Turun Sanomat (FI) /

Erdoğan avait déjà tiré au maximum sur la corde

La Turquie ne pouvait obtenir davantage de concessions, estime Turun Sanomat :

«Dans le contexte actuel, l'annonce d'Erdoğan semblait improbable. Il y a plusieurs raisons susceptibles d'expliquer l'avancée du processus aujourd'hui. Les négociations sur la vente des avions de combat américains pourraient être en bonne voie, incitant la Turquie à éliminer les obstacles qu'elle avait érigées. On peut aussi penser que la Turquie entend assurer une médiation dans la guerre à Gaza, et qu'Erdoğan veut montrer à l'Occident qu'il est un partenaire fiable. ... L'explication la plus simple, cependant, c'est qu'on ne peut extorquer des concessions indéfiniment. La Turquie a déjà obtenu tout ce qu'elle voulait du processus d'adhésion de la Suède à l'OTAN, et il était absurde de le bloquer davantage.»

Helsingin Sanomat (FI) /

L'article 5 ne suffit pas

En plus de l'adhésion, il faut aussi conclure des accords bilatéraux, souligne Helsingin Sanomat :

«Les garanties de sécurité détaillées dans l'article 5 de la charte de l'OTAN ne sont pas négligeables, mais il convient de trouver aussi d'autres approches en matière de défense. Les relations bilatérales avec les Etats-Unis gagnent en importance.

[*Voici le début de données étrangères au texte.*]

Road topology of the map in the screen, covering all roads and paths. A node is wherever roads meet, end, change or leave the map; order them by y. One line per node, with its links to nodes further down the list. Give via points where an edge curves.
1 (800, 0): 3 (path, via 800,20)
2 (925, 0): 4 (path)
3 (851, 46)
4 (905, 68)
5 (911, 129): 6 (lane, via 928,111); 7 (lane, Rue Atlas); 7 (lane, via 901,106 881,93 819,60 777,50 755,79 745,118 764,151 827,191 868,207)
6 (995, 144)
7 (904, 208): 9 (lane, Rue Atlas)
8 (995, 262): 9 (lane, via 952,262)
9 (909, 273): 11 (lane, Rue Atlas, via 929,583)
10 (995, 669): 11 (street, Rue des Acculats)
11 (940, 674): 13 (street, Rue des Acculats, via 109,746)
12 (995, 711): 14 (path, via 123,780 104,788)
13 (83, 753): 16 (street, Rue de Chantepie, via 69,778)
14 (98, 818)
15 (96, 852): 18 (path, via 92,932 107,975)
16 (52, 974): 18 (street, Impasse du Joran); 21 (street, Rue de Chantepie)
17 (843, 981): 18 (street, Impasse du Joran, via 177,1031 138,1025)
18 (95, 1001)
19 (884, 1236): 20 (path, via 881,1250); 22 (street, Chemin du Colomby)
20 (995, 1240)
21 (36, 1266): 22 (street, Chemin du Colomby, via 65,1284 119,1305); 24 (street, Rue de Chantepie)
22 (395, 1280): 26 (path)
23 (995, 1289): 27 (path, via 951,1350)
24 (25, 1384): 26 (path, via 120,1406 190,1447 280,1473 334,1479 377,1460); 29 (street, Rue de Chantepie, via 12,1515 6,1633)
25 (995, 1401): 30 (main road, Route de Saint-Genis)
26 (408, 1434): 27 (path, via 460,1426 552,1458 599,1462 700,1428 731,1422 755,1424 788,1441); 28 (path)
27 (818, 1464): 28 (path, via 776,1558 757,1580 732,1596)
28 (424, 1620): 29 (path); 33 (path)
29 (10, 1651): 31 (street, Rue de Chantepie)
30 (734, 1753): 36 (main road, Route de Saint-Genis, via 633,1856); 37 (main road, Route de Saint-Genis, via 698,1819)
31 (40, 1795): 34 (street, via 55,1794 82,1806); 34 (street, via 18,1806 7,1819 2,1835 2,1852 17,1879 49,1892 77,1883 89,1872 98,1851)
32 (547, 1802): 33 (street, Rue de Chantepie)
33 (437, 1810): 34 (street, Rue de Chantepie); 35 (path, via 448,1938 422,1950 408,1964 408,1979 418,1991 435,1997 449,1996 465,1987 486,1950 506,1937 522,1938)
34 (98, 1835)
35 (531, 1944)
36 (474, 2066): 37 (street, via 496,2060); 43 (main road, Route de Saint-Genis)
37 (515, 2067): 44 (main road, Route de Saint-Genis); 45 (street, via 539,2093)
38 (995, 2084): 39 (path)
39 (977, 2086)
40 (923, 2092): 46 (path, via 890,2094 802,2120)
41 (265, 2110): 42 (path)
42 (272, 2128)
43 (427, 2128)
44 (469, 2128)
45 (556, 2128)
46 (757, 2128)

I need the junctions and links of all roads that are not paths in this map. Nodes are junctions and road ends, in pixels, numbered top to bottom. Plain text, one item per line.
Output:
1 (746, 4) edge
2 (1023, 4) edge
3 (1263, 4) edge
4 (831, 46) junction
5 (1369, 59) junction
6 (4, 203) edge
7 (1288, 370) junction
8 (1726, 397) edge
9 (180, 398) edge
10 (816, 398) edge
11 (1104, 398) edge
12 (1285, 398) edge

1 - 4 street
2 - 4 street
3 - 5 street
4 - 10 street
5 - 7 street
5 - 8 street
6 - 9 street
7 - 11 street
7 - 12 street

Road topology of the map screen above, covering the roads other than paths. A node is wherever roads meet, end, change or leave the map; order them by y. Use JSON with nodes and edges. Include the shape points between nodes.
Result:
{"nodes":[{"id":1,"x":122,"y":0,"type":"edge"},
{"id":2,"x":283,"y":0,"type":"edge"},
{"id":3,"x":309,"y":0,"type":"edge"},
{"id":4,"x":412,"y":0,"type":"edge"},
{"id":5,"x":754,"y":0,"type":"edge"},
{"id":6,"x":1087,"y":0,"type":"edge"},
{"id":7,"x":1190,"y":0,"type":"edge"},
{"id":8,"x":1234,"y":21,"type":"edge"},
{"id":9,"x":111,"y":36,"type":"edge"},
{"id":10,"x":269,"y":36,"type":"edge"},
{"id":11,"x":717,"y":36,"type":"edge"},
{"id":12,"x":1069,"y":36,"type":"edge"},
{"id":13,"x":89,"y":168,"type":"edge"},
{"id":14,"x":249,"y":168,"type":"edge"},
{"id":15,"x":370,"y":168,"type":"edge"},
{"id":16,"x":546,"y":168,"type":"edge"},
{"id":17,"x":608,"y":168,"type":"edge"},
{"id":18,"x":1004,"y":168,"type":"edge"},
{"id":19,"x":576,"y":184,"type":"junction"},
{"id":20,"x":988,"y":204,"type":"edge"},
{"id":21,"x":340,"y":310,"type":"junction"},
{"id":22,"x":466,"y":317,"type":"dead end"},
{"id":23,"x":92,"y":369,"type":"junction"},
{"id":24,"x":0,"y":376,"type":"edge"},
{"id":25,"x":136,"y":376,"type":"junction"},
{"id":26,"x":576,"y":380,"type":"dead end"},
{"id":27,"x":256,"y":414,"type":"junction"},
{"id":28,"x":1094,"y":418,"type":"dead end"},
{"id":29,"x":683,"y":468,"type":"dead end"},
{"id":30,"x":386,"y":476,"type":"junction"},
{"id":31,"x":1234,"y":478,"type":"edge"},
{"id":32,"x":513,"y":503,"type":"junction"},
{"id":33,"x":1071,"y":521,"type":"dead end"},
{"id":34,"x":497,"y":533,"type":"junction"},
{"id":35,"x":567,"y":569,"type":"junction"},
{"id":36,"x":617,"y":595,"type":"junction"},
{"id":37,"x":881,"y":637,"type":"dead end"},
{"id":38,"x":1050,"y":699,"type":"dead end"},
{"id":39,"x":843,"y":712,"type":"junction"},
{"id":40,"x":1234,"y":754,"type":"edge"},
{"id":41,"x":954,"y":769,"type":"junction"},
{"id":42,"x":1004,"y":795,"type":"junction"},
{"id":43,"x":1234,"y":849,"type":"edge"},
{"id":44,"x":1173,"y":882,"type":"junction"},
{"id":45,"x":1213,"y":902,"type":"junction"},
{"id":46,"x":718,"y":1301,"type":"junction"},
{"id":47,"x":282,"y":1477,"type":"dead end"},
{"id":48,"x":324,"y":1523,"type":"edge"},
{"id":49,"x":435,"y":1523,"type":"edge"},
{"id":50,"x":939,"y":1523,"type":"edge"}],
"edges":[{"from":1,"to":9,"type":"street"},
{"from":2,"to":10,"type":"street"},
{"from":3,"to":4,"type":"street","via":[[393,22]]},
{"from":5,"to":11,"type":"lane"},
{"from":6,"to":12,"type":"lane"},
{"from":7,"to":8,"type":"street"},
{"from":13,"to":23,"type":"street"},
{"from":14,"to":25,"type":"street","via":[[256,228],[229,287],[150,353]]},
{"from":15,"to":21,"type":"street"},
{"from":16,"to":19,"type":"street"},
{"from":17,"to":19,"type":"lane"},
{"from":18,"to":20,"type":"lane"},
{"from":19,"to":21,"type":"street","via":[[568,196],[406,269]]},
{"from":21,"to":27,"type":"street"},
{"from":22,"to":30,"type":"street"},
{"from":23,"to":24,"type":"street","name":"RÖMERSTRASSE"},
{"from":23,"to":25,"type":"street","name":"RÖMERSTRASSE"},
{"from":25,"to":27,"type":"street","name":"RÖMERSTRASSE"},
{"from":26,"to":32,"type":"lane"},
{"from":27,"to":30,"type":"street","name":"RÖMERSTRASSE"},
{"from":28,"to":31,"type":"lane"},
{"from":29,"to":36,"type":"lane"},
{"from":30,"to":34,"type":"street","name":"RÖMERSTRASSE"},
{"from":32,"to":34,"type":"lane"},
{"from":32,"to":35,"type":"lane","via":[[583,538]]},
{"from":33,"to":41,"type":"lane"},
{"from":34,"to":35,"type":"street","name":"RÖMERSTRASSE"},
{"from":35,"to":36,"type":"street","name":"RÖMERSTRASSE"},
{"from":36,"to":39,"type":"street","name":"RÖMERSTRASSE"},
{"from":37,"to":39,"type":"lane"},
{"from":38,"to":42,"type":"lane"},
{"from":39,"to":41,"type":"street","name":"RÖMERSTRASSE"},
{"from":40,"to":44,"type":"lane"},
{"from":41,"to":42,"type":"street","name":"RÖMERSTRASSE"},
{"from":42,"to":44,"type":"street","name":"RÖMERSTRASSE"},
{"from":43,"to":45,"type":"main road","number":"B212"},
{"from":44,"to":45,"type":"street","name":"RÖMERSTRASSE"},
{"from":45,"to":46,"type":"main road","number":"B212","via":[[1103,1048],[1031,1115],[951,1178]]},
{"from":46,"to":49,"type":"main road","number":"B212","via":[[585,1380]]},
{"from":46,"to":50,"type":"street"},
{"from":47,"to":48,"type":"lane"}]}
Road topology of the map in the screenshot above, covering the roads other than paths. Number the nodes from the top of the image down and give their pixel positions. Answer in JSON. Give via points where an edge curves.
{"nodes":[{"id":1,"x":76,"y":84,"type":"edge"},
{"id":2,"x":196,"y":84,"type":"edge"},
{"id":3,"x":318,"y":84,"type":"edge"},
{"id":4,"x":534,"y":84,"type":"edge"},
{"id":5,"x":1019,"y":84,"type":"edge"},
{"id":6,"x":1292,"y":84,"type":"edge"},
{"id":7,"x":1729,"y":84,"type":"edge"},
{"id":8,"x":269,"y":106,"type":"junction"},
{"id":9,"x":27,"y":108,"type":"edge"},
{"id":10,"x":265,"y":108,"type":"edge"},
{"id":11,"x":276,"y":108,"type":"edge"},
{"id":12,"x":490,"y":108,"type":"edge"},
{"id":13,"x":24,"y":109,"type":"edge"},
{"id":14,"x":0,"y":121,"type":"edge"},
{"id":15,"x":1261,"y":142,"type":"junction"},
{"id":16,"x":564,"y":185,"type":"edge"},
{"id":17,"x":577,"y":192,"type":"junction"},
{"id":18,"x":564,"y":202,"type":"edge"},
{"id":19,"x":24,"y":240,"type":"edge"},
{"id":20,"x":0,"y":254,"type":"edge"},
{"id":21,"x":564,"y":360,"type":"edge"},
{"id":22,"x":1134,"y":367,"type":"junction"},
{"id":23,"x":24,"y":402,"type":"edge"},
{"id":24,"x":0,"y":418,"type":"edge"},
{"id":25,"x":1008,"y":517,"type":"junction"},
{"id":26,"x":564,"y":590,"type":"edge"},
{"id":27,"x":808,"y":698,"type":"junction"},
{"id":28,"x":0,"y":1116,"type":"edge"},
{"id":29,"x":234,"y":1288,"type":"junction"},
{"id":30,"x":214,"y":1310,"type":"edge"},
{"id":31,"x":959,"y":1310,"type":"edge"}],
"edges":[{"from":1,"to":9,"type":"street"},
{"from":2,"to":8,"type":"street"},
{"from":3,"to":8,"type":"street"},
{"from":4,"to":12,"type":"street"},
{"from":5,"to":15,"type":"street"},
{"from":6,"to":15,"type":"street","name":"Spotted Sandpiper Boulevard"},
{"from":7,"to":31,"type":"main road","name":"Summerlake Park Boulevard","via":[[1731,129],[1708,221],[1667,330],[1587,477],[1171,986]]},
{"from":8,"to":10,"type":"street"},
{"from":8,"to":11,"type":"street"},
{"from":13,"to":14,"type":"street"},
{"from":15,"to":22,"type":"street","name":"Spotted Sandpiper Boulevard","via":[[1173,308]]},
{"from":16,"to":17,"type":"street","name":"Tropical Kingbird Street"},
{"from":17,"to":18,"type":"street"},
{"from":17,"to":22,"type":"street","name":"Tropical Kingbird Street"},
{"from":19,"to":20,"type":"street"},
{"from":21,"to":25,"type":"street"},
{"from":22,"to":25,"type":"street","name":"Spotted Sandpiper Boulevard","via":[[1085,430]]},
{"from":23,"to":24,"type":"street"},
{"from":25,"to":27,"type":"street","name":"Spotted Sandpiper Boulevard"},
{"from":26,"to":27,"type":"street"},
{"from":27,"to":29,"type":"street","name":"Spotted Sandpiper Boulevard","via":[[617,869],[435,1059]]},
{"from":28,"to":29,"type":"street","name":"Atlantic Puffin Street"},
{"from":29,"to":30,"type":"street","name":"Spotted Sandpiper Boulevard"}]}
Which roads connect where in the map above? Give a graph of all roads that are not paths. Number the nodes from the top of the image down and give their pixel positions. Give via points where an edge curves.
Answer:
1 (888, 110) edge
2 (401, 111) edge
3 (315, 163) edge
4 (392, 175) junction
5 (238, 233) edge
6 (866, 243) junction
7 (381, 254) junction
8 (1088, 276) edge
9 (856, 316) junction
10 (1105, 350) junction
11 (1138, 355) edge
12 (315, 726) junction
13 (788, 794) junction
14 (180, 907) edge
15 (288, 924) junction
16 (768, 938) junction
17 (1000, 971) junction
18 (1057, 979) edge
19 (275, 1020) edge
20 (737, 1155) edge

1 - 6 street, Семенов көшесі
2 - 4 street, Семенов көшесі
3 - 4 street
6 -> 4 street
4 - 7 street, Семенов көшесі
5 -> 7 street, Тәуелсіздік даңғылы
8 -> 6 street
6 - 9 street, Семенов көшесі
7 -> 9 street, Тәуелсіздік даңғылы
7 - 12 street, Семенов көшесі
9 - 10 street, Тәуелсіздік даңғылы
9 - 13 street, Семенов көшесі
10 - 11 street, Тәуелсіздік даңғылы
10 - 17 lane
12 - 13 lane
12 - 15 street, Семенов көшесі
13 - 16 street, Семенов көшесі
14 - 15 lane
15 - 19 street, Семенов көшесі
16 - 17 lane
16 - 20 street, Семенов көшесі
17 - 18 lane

Dans les prochains jours, la Suède achèvera des négociations portant sur un accord bilatéral de coopération dans le domaine de la défense avec les Etats-Unis. La Finlande aborde elle aussi la phase finale de discussions détaillant les modalités d'une présence militaire américaine dans les pays nordiques. Les pays d'Europe septentrionale ont des intérêts sécuritaires différents de ceux des autres pays de l'alliance.»

hvg (HU) /

La Hongrie se décrédibilise une fois de plus

La majorité Fidesz au Parlement hongrois a rejeté mardi une motion de l'opposition, qui demandait d'inscrire l'adhésion de la Suède à l'OTAN à l'ordre du jour. La Hongrie est le mauvais élève de l'alliance, déplore hvg :

«Contre toute attente, le président turc, Recep Tayyip Erdoğan, a soumis lundi au Parlement, pour ratification, les documents relatifs à l'adhésion de la Suède à l'OTAN. Il n'est pas exclu, dès lors, que la Hongrie soit le dernier membre de l'alliance à donner son feu vert à la Suède. ... Quoi qu'il en soit, la Hongrie aura du mal à justifier son attitude. Il y a quelque temps, des sources proches du gouvernement avaient affirmé à hvg qu'Orbán n'était pas pressé de prendre cette décision, estimant que celle-ci n'améliorerait ni la réputation du pays au sein de l'OTAN, ni ses relations avec les Etats-Unis.»